▸ What this task involves
Lines in the following data that contain the string "Oliveira" are to be counted. Report only their number.

(Supplied information)

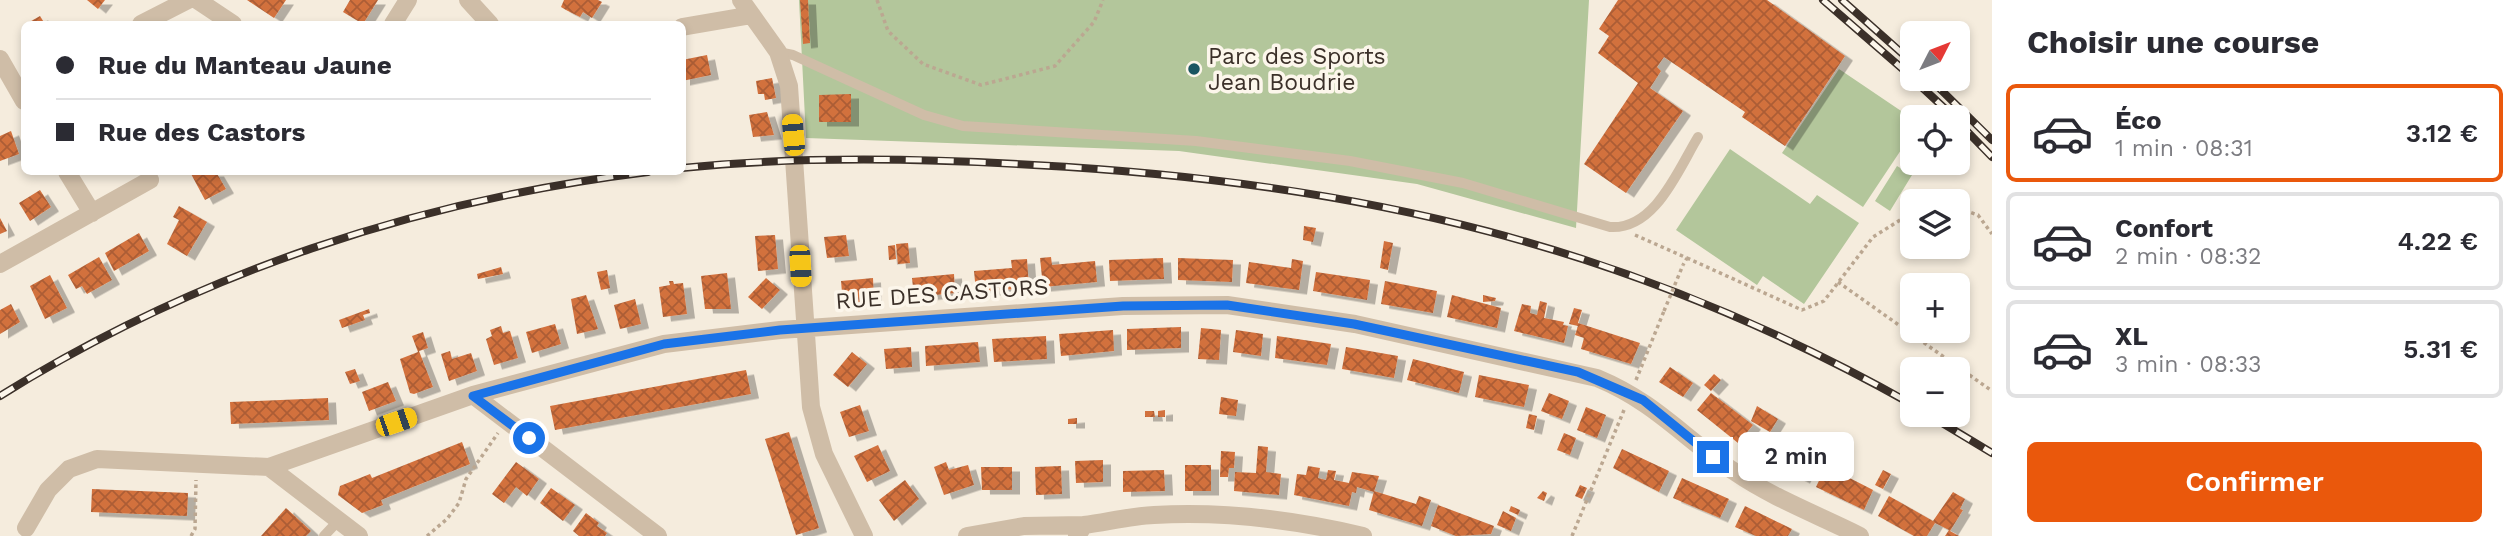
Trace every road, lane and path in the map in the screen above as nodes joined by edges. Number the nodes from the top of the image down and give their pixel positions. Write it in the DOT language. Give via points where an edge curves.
graph roads {
  1 [pos="188,0"];
  2 [pos="197,0"];
  3 [pos="408,0"];
  4 [pos="468,0"];
  5 [pos="741,0"];
  6 [pos="877,0"];
  7 [pos="1102,0"];
  8 [pos="752,15"];
  9 [pos="147,21"];
  10 [pos="228,21"];
  11 [pos="395,21"];
  12 [pos="487,21"];
  13 [pos="686,26"];
  14 [pos="778,52"];
  15 [pos="0,59"];
  16 [pos="21,90"];
  17 [pos="21,92"];
  18 [pos="0,97"];
  19 [pos="1698,137"];
  20 [pos="69,175"];
  21 [pos="150,180"];
  22 [pos="1970,212"];
  23 [pos="92,214"];
  24 [pos="1900,220"];
  25 [pos="1624,228"];
  26 [pos="1992,234"];
  27 [pos="1687,258"];
  28 [pos="0,264"];
  29 [pos="1838,282"];
  30 [pos="804,329"];
  31 [pos="1992,391"];
  32 [pos="1631,393"];
  33 [pos="473,396"];
  34 [pos="507,421"];
  35 [pos="196,464"];
  36 [pos="270,467"];
  37 [pos="339,520"];
  38 [pos="26,528"];
  39 [pos="1080,531"];
  40 [pos="859,534"];
  41 [pos="191,536"];
  42 [pos="324,536"];
  43 [pos="359,536"];
  44 [pos="427,536"];
  45 [pos="658,536"];
  46 [pos="967,536"];
  47 [pos="1363,536"];
  48 [pos="1572,536"];
  49 [pos="1860,536"];
  1 -- 9 [label="street"];
  2 -- 10 [label="street"];
  3 -- 11 [label="street"];
  4 -- 12 [label="street"];
  5 -- 8 [label="street"];
  6 -- 7 [label="path" via="888,31 923,64 981,85 1055,66 1094,22"];
  8 -- 13 [label="street"];
  8 -- 14 [label="street"];
  14 -- 25 [label="lane" via="924,115 963,126 1196,141 1312,155 1463,183"];
  14 -- 30 [label="street" via="789,86"];
  15 -- 16 [label="street"];
  17 -- 18 [label="street"];
  19 -- 25 [label="lane" via="1653,209"];
  20 -- 23 [label="street"];
  21 -- 23 [label="street"];
  22 -- 26 [label="path" via="1978,215"];
  23 -- 28 [label="street"];
  24 -- 29 [label="path" via="1872,237"];
  25 -- 27 [label="path"];
  27 -- 29 [label="path" via="1802,310 1824,301"];
  27 -- 32 [label="path, bridge"];
  29 -- 31 [label="path"];
  30 -- 32 [label="street, RUE DES CASTORS" via="1123,306 1227,305 1354,324 1542,364 1578,372"];
  30 -- 33 [label="street, RUE DES CASTORS" via="664,344"];
  30 -- 40 [label="street" via="811,407 824,453"];
  32 -- 48 [label="path"];
  32 -- 49 [label="street, RUE DES CASTORS" via="1743,478"];
  33 -- 34 [label="street"];
  33 -- 36 [label="street, RUE DES CASTORS"];
  34 -- 44 [label="path" via="466,479 459,503"];
  34 -- 45 [label="street"];
  35 -- 36 [label="street, RUE DES CASTORS"];
  35 -- 38 [label="street, RUE DES CASTORS" via="97,459 69,469 48,490"];
  35 -- 41 [label="path" via="195,529"];
  36 -- 37 [label="street"];
  37 -- 42 [label="lane"];
  37 -- 43 [label="street"];
  39 -- 46 [label="street" via="1024,526"];
  39 -- 47 [label="street" via="1153,515 1233,516 1311,524"];
}
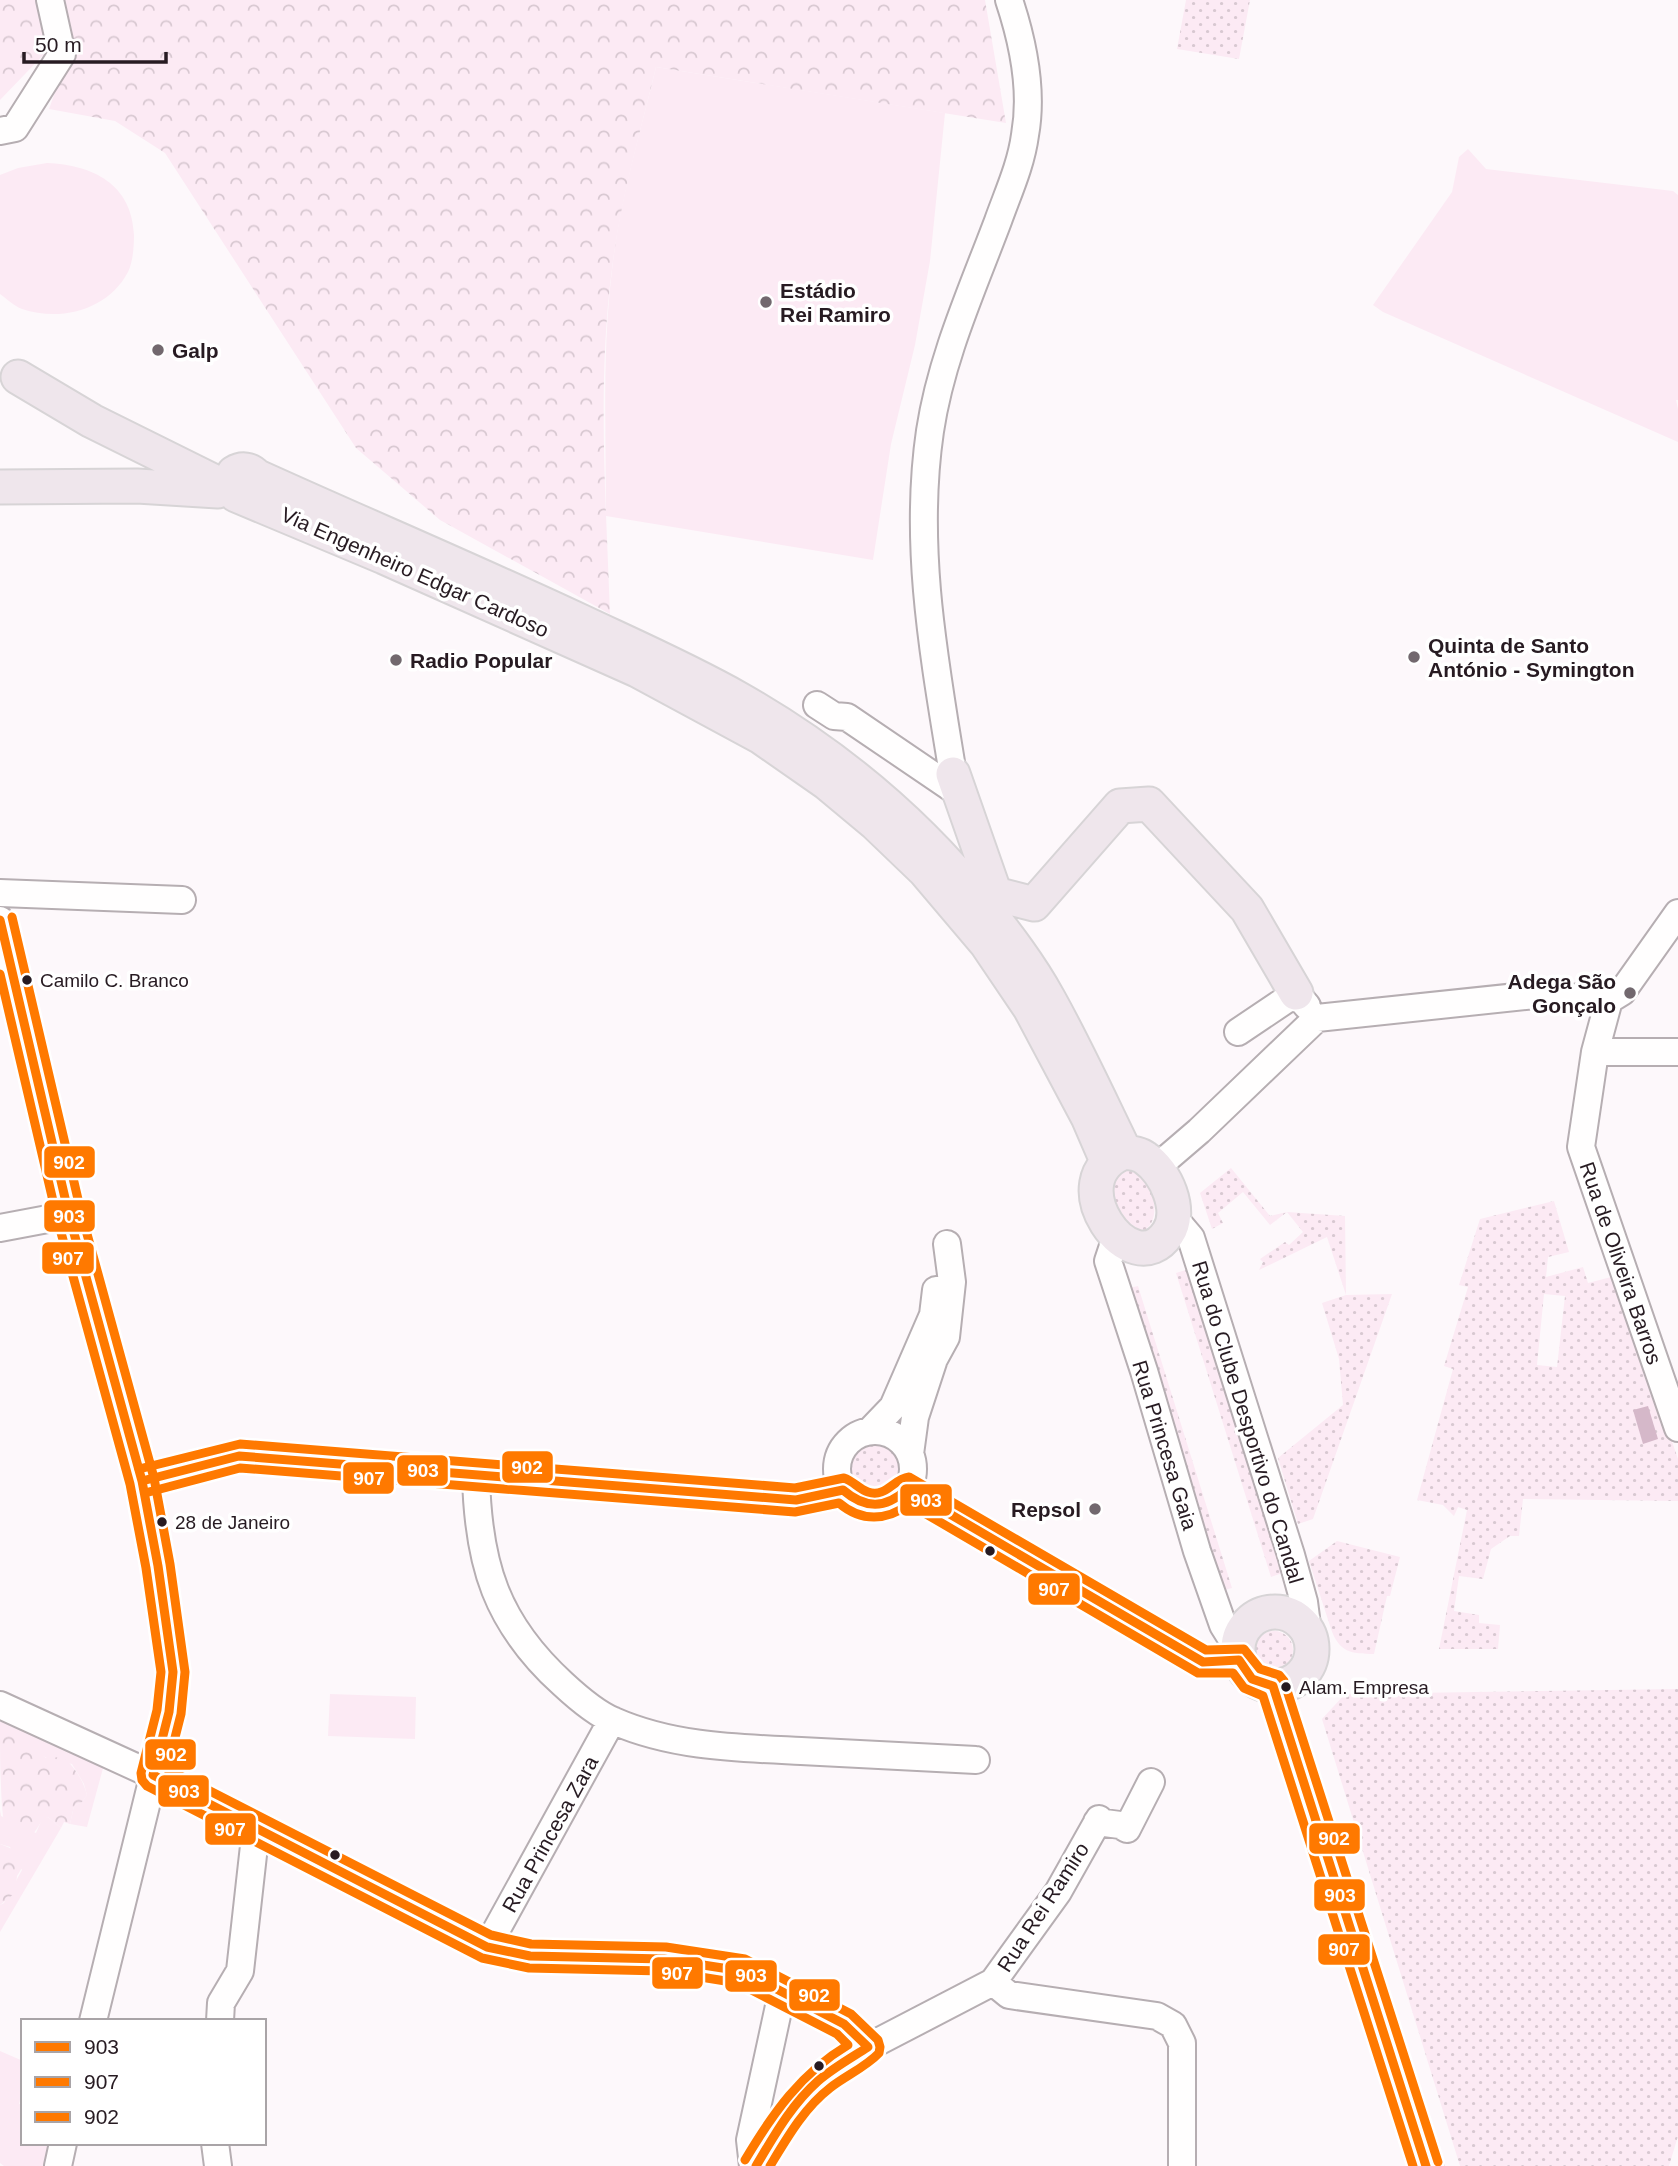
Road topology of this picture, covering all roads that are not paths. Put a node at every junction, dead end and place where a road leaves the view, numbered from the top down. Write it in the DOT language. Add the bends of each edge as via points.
graph roads {
  1 [pos="50,0"];
  2 [pos="1009,0"];
  3 [pos="7,130"];
  4 [pos="18,377"];
  5 [pos="0,487"];
  6 [pos="245,488"];
  7 [pos="608,646"];
  8 [pos="817,705"];
  9 [pos="955,789"];
  10 [pos="0,893"];
  11 [pos="182,900"];
  12 [pos="1678,913"];
  13 [pos="0,920"];
  14 [pos="4,956"];
  15 [pos="1296,993"];
  16 [pos="1609,1000"];
  17 [pos="1317,1018"];
  18 [pos="1238,1032"];
  19 [pos="1595,1052"];
  20 [pos="1678,1052"];
  21 [pos="1116,1156"];
  22 [pos="1157,1167"];
  23 [pos="69,1216"];
  24 [pos="1174,1218"];
  25 [pos="0,1228"];
  26 [pos="1115,1237"];
  27 [pos="1678,1428"];
  28 [pos="870,1431"];
  29 [pos="910,1454"];
  30 [pos="476,1476"];
  31 [pos="142,1481"];
  32 [pos="907,1489"];
  33 [pos="843,1490"];
  34 [pos="1308,1633"];
  35 [pos="1238,1654"];
  36 [pos="1273,1686"];
  37 [pos="0,1705"];
  38 [pos="612,1720"];
  39 [pos="976,1760"];
  40 [pos="153,1775"];
  41 [pos="1151,1782"];
  42 [pos="256,1828"];
  43 [pos="487,1947"];
  44 [pos="993,1983"];
  45 [pos="779,2006"];
  46 [pos="221,2012"];
  47 [pos="93,2019"];
  48 [pos="868,2047"];
  49 [pos="63,2145"];
  50 [pos="215,2145"];
  51 [pos="58,2166"];
  52 [pos="218,2166"];
  53 [pos="754,2166"];
  54 [pos="1182,2166"];
  55 [pos="1426,2166"];
  1 -- 3 [label="street" via="62,54"];
  2 -- 9 [label="street" via="1024,68 1026,135 947,359 931,427 923,498 928,603"];
  4 -- 6 [label="main road, Via Engenheiro Edgar Cardoso" via="92,421"];
  5 -- 6 [label="main road"];
  6 -- 7 [label="main road, Via Engenheiro Edgar Cardoso" via="384,556"];
  6 -- 7 [label="main road, Via Engenheiro Edgar Cardoso" via="312,502 493,580"];
  7 -- 21 [label="main road, Via Engenheiro Edgar Cardoso" via="786,754 902,848 1039,1002 1088,1117"];
  8 -- 9 [label="street" via="834,716 847,717"];
  9 -- 15 [label="main road" via="995,894 1034,904 1120,806 1149,804 1247,909"];
  10 -- 11 [label="street"];
  12 -- 16 [label="street" via="1622,992"];
  13 -- 14 [label="street"];
  14 -- 23 [label="street"];
  15 -- 17 [label="street"];
  15 -- 18 [label="street"];
  16 -- 17 [label="street" via="1535,995"];
  16 -- 19 [label="street, Rua de Oliveira Barros"];
  17 -- 22 [label="street"];
  19 -- 20 [label="street"];
  19 -- 27 [label="street, Rua de Oliveira Barros" via="1581,1147"];
  21 -- 22 [label="main road" via="1143,1156"];
  21 -- 26 [label="main road" via="1098,1177 1096,1191 1101,1214"];
  22 -- 24 [label="main road" via="1168,1187"];
  23 -- 25 [label="street"];
  23 -- 31 [label="street"];
  24 -- 26 [label="main road" via="1169,1232 1152,1248 1142,1250"];
  24 -- 34 [label="street, Rua do Clube Desportivo do Candal" via="1191,1238 1291,1555"];
  26 -- 35 [label="street, Rua Princesa Gaia" via="1108,1261 1197,1551"];
  28 -- 29 [label="street" via="894,1436"];
  28 -- 29 [label="street" via="893,1407 933,1315 947,1244 952,1282 946,1337 915,1417"];
  28 -- 33 [label="street" via="847,1443 840,1453 838,1479"];
  29 -- 32 [label="street" via="912,1478"];
  30 -- 31 [label="street" via="239,1456"];
  30 -- 33 [label="street" via="796,1500"];
  30 -- 38 [label="street" via="477,1521 487,1573 514,1630 540,1663"];
  31 -- 40 [label="street" via="173,1672 169,1712"];
  32 -- 33 [label="street" via="899,1499 876,1507 864,1506"];
  32 -- 35 [label="street" via="1203,1662"];
  34 -- 35 [label="main road" via="1293,1617 1261,1615 1245,1628"];
  34 -- 36 [label="main road" via="1312,1655 1303,1676"];
  35 -- 36 [label="main road" via="1252,1679"];
  36 -- 55 [label="main road"];
  37 -- 40 [label="street"];
  38 -- 39 [label="street" via="699,1745"];
  38 -- 43 [label="street, Rua Princesa Zara"];
  40 -- 42 [label="street"];
  40 -- 47 [label="street"];
  41 -- 44 [label="street, Rua Rei Ramiro" via="1127,1829 1098,1821 1058,1892"];
  42 -- 43 [label="street"];
  42 -- 46 [label="street" via="240,1971"];
  43 -- 48 [label="street" via="530,1956 664,1959 742,1971 844,2024"];
  44 -- 48 [label="street, Rua Rei Ramiro"];
  44 -- 54 [label="street" via="1009,1996 1157,2016 1173,2025 1182,2043"];
  45 -- 53 [label="street" via="750,2140"];
  48 -- 53 [label="street, Rua Rei Ramiro" via="829,2071 804,2094"];
  49 -- 51 [label="street"];
  50 -- 52 [label="street"];
}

(End Supplied information)

▸ Response to the task
2